We took independent medical advice from two advisers, one a GP and the other a mental health specialist. We found that Mr C was seen by an experienced doctor the day after he arrived in the prison, and a reasonable assessment of his physical and mental state was made. In addition, there was no indication that Mr C needed to urgently see a psychiatrist. We also found that, given his medical history, the medication he was prescribed for agitation and ADHD was appropriate, and in line with national guidance.

  • Case ref:
    201305035
  • Date:
    March 2015
  • Body:
    Greater Glasgow and Clyde NHS Board - Acute Services Division
  • Sector:
    Health
  • Outcome:
    Upheld, recommendations
  • Subject:
    clinical treatment / diagnosis

Summary

Mrs C complained about the care and treatment she received in the Royal Alexandra Hospital. She had been transferred there from a community hospital in another board's area after injuring her upper back and neck.
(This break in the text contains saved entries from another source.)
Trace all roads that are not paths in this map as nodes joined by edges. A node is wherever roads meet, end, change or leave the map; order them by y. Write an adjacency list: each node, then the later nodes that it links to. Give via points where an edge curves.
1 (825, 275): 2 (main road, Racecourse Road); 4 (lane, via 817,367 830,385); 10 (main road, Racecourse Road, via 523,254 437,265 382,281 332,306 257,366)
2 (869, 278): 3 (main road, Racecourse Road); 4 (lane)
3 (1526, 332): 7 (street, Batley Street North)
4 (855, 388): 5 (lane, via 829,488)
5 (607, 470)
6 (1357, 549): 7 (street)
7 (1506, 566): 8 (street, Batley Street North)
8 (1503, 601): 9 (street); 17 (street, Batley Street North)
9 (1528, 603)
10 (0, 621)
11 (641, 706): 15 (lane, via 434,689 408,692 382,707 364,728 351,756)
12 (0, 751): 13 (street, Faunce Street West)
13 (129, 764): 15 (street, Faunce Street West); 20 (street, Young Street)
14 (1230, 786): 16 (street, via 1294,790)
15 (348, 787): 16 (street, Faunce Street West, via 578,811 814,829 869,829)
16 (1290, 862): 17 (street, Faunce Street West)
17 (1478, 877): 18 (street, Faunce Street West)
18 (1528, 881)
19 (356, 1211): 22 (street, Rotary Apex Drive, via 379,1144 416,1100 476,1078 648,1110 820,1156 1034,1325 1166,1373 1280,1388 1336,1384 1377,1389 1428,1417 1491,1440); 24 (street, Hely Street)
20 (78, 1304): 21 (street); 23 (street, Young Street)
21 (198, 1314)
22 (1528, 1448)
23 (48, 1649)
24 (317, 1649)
We obtained independent advice on the complaint from one of our medical advisers, after which we upheld both of Mrs C's complaints. We found that although Mrs C was triaged (triage is the process of deciding which patients should be treated first based on how sick or seriously injured they are) within ten minutes of arriving in the hospital, there was some confusion about whether the orthopaedics team (who deal with conditions involving the musculoskeletal system) were told that she had been transferred there. She was not seen by a doctor from that team until nearly four hours after her arrival. During this time, staff in A&E failed to escalate the matter to ensure that she was seen by a clinician, and failed to record her neurological status. After Mrs C was eventually seen by the orthopaedics team, there was then a further 45-minute delay before she was reviewed by a more senior doctor and an additional delay in obtaining a CT scan (a scan that uses a computer to produce an image of the body).

We also found that, although it had been reasonable for staff to carry out a rectal examination (a physical examination during which a doctor or nurse inserts a finger into the rectum/back passage) to assess the extent of Mrs C's spinal injury, this was not adequately explained to her. The overall quality of the medical notes was good, but there was a failure in relation to the prescription of morphine in the drug chart. There was also a delay in arranging an ambulance for Mrs C when it was decided that she should be transferred to the national spinal injuries unit.

Mrs C also complained about the board's handling of her complaint. We found that their investigation into the problems in her care was inadequate. There was no in-depth review of the communication failures that caused the delay in her being reviewed by the orthopaedics team, and formal statements had not been taken from the key members of staff involved in her care and treatment to establish their views directly. As a result of all of this, opportunities both to identify a possible cause of the poor experience she had and to learn and rectify behaviours and improve care for the next patient were lost. In addition, the board delayed in responding to the complaint.

Recommendations

We recommended that the board:

  • carry out an significant clinical incident review regarding the care and treatment provided to Mrs C;
  • remind staff in the orthopaedics team to clearly explain the need for a rectal examination to patients before it is carried out;
  • provide evidence that they have taken steps to try to prevent the recurrence of the problems that occurred in relation to the handling of Mrs C's complaint; and
  • issue a written apology to Mrs C for the failings identified during our investigation.